Collaborative Groupings in PBL

I’ve written before about the difference between collaboration and group work. The impact of focusing on collaboration seems to be one of the major sticking points from critics of PBL, as well as, a hurdle for educators in implementing effective projects.

Whether it be the argument that collaborative work can reduce academic rigor, the challenge of effectively scaffolding and assessing both individuals and the team, or building skill sets in students to overcome some of the barriers of collaboration, it’s vital that we think about the role the structure of collaborative grouping plays in project dynamics and success.

There is years of research available on what makes teams successful, whether it be at Google, MIT, or the work of J. Richard Hackman, but unlocking this in a project can be tricky. Many times we get too caught up in how we group students versus why we group students.
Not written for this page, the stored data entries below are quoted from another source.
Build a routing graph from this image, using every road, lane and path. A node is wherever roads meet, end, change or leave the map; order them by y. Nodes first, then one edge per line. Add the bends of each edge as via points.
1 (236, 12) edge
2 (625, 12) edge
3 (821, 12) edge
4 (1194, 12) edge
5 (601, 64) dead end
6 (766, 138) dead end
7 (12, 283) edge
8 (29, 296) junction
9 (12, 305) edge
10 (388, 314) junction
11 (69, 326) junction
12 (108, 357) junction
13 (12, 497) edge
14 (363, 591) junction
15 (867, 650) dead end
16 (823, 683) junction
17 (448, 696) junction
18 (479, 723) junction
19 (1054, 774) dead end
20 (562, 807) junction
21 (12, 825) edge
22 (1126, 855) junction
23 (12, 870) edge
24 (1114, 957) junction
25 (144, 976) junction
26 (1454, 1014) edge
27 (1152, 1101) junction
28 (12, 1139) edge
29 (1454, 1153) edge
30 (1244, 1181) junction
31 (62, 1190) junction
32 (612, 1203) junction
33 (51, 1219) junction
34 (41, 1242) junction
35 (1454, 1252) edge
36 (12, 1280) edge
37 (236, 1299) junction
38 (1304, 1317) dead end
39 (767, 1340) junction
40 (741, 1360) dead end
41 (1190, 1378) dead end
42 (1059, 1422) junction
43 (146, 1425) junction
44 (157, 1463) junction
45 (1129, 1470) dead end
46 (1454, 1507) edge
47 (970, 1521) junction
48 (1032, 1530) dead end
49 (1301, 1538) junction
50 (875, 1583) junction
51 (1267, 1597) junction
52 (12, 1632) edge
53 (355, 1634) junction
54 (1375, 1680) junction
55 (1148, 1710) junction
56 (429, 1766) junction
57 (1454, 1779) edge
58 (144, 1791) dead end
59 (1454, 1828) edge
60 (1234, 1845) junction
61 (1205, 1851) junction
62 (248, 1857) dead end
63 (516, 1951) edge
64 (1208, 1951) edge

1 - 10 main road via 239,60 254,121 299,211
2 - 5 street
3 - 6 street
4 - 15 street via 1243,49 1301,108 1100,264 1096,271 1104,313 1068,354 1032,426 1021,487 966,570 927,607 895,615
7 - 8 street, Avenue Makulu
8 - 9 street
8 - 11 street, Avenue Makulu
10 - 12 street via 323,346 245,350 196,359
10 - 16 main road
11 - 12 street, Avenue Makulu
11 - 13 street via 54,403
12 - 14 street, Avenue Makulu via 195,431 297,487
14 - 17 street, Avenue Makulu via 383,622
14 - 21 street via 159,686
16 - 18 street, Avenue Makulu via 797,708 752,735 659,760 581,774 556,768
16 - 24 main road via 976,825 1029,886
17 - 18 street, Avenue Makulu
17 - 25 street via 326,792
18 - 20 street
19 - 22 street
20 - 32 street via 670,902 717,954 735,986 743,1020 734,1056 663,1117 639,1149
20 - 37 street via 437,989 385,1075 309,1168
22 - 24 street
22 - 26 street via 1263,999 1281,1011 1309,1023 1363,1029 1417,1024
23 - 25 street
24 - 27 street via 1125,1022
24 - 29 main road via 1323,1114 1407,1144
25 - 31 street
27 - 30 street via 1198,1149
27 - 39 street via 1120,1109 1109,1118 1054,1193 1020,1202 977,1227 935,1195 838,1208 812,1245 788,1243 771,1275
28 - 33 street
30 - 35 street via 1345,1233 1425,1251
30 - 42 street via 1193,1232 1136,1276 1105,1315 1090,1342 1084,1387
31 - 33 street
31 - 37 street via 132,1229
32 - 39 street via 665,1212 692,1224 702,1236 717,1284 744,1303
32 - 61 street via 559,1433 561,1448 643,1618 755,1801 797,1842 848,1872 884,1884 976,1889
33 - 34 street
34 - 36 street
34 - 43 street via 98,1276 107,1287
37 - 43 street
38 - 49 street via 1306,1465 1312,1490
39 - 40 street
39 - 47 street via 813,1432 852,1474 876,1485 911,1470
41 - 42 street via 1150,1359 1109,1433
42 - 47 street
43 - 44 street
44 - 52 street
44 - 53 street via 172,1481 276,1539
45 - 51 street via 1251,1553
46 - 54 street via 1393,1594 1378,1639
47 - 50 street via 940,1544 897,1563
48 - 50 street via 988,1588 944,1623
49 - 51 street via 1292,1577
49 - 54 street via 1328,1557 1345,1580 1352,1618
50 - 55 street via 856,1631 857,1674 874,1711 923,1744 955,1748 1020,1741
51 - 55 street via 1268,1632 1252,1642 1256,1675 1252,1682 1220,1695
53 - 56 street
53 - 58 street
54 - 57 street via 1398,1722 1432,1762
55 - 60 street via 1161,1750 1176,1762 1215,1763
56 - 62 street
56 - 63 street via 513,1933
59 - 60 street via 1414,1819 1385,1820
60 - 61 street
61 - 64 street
The how is the easy part.  There are many strategies for HOW we group students:

  • Student choice, ability, heterogeneous, homogeneous, age, likes, topics, etc.
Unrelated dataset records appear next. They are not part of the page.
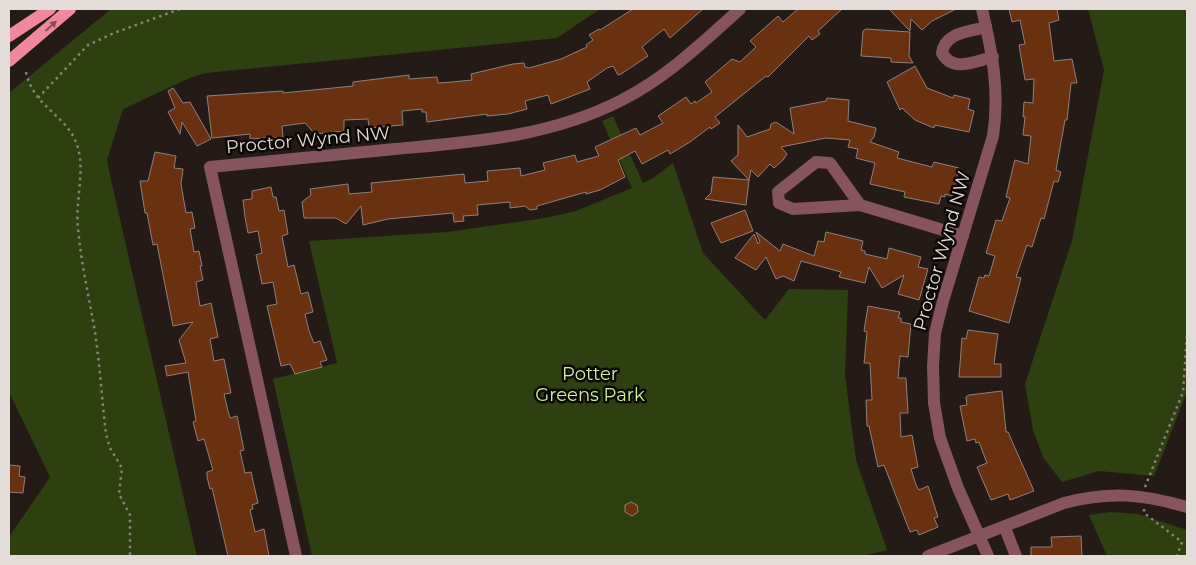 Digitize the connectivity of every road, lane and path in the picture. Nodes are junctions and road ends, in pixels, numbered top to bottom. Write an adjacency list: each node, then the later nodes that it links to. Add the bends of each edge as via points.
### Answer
1 (50, 9): 7 (main road)
2 (70, 9): 9 (main road, one-way to 2)
3 (180, 9): 11 (path, via 88,45)
4 (740, 9): 21 (street, Proctor Wynd NW, via 671,70 642,89 603,110 555,127 480,142 210,167)
5 (982, 9): 6 (street, Proctor Wynd NW)
6 (986, 27): 8 (street, Proctor Wynd NW); 8 (street, via 952,36 946,41 942,53 950,64 957,65)
7 (9, 36)
8 (993, 57): 13 (street, Proctor Wynd NW, via 997,94 993,136)
9 (9, 61)
10 (26, 72): 11 (path, via 29,86)
11 (38, 98): 20 (path, via 71,131 80,156 77,206 80,248 95,334 106,434 122,468 119,494 130,515)
12 (860, 205): 12 (street, via 830,163 816,162 778,192 779,203 794,209); 13 (street)
13 (963, 236): 19 (street, Proctor Wynd NW, via 935,333 934,403 948,463)
14 (1187, 334): 15 (path, via 1183,392)
15 (1149, 475)
16 (1187, 507): 18 (street, via 1126,494 1106,495 1064,503)
17 (1151, 517): 25 (path, via 1182,542)
18 (1006, 528): 19 (street); 24 (street)
19 (981, 537): 22 (street); 23 (street, Proctor Wynd NW)
20 (130, 556)
21 (296, 556)
22 (928, 556)
23 (988, 556)
24 (1016, 556)
25 (1177, 556)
We must move beyond how we put students in groups and begin to concentrate on the collaborative grouping structures that bind deeper learning through a project.
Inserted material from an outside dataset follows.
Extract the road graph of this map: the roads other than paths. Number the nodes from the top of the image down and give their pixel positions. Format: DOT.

Below are some structures to consider in the course of a project cycle to maximize collaborative grouping too it’s fullest.

1. Start to Finish

As always, this is the most typical collaborative grouping strategy used in projects.  Students start on Day A in a group and finish Day Z in that same group. Now, throughout the course of the project their might be scaffolds that jigsaw students or utilize peer feedback, but for 99.9% of the project, the students are in the same grouping.  When used appropriately, it can be highly effective.  However, I believe the heavy reliance on this strategy has only fueled the fire of many project-based learning critics.


2. Start and Finish

In Start AND Finish, students enter the project and culminate the project in the same groupings, but various arrangements occur in-between.  For example, in a project examining voter registration laws, students might ideate in Group #1.  However, for research, students conduct this phase of the project individually.  The next phase has students doing community focus groups in Group #2 and then Group #1 comes back together to share their proposals.  This collaborative grouping strategy can be highly effective when you want multiple perspectives to influence the original groups product(s).


3. Catch and Release
The next grouping focuses on establishing a strong team core that individuals can then work off of.  For example, in a project students are creating art pieces for a museum exhibit around social justice.  To start the project students are in groups to build key content knowledge, learn various art modalities, and explore social justice issues.  However, the final scaffolds are based off of each individual students choice and focus and each student creates an individual final product to be displayed.  This grouping strategy can be effective when you want to develop shared knowledge, skills, and habits of mind, but allow for individual students to display their understanding via their final product.


4. Release and Catch

This is obviously the opposite of the previous strategy.  For example, in a project students are working to redesign an urban space that is sparsely used.  To start the project, scaffolds, benchmarks, and reflections are pursued individually.  The focus is on developing key knowledge, skills, and processes for each student.  When ready, groups are formed to ideate and design their plans for the urban space.  When done properly this grouping strategy can allow for key aspects of personalization to happen prior to groups being formed.  Groups then build upon each individuals development at the beginning of the project cylce.


5. The Maze

The fifth collaborative grouping strategy highlighted can be intimidating even to the most seasoned PBL practitioner.  This strategy highlights the agility and adaptability of the project-based learning environment.  Each phase of the project takes on it’s own unique grouping identity.  For example, in a singular project, students might start in Group #1, then work individually, then work in Group #2 and Group #3, move back to Group #1, culminate the project in Group #2, and then reflect upon the project individually.  In this instance, the purpose of the phase dictate the type of grouping that occurs.  Students might be grouped based off of need, type of scaffold, or even to develop a specific collaborative skill highlighted in a tool like the New Tech Network collaboration rubrics.  Collaboration becomes a driver and not just something we hope happens because we are in a group.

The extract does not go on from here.